---------- Input material

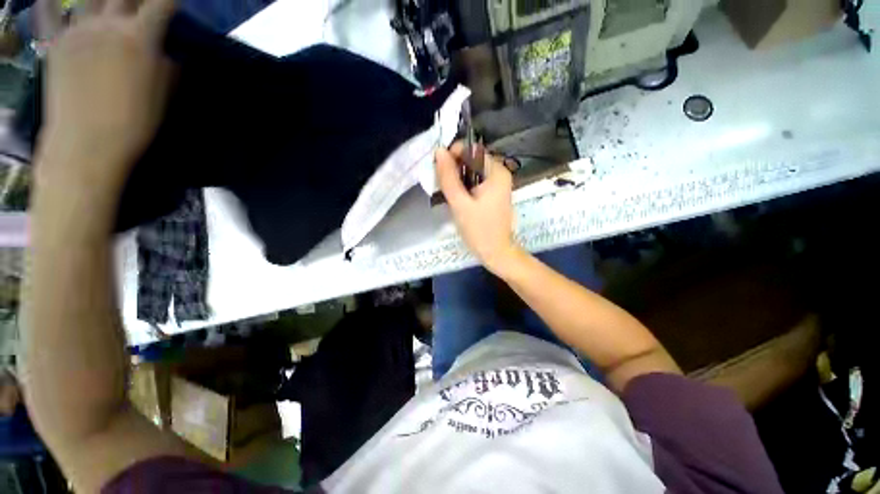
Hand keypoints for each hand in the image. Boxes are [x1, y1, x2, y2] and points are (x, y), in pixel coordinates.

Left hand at [38, 0, 176, 189]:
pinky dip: (51, 3)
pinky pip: (49, 12)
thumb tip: (163, 52)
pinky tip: (54, 2)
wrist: (86, 144)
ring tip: (107, 9)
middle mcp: (109, 25)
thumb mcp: (162, 97)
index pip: (161, 4)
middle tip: (138, 7)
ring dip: (102, 0)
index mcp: (140, 38)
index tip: (173, 5)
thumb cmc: (133, 124)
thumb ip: (165, 67)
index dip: (169, 2)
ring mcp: (77, 31)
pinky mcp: (55, 43)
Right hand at [436, 142, 519, 273]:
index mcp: (496, 172)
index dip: (453, 154)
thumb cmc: (479, 230)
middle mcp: (500, 173)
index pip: (472, 149)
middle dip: (455, 168)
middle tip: (442, 185)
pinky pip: (476, 182)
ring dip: (458, 178)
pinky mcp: (494, 193)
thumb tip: (439, 151)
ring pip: (472, 171)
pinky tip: (457, 198)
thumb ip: (448, 177)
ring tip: (448, 194)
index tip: (440, 170)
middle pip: (472, 159)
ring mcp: (498, 184)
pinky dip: (464, 186)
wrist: (496, 252)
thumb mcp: (459, 203)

--------------------

▶ [Work item]:
Verbatim copy without images: write the records above out in full.

▶ [Your response]:
Hand keypoints for each hand in the image. Boxes are [x1, y1, x2, y2] and points are (x, y), in pixel coordinates.

Left hand at [38, 0, 176, 189]:
pinky dip: (51, 3)
pinky pip: (49, 12)
thumb tip: (163, 52)
pinky tip: (54, 2)
wrist: (86, 144)
ring tip: (107, 9)
middle mcp: (109, 25)
thumb mcp: (162, 97)
index pip: (161, 4)
middle tip: (138, 7)
ring dip: (102, 0)
index mcp: (140, 38)
index tip: (173, 5)
thumb cmc: (133, 124)
thumb ip: (165, 67)
index dip: (169, 2)
ring mcp: (77, 31)
pinky mcp: (55, 43)
Right hand at [436, 142, 519, 273]:
index mcp: (496, 172)
index dip: (453, 154)
thumb cmc: (479, 230)
middle mcp: (500, 173)
index pip: (472, 149)
middle dip: (455, 168)
middle tip: (442, 185)
pinky pip: (476, 182)
ring dip: (458, 178)
pinky mcp: (494, 193)
thumb tip: (439, 151)
ring pip: (472, 171)
pinky tip: (457, 198)
thumb ip: (448, 177)
ring tip: (448, 194)
index tip: (440, 170)
middle pip: (472, 159)
ring mcp: (498, 184)
pinky dip: (464, 186)
wrist: (496, 252)
thumb mcp: (459, 203)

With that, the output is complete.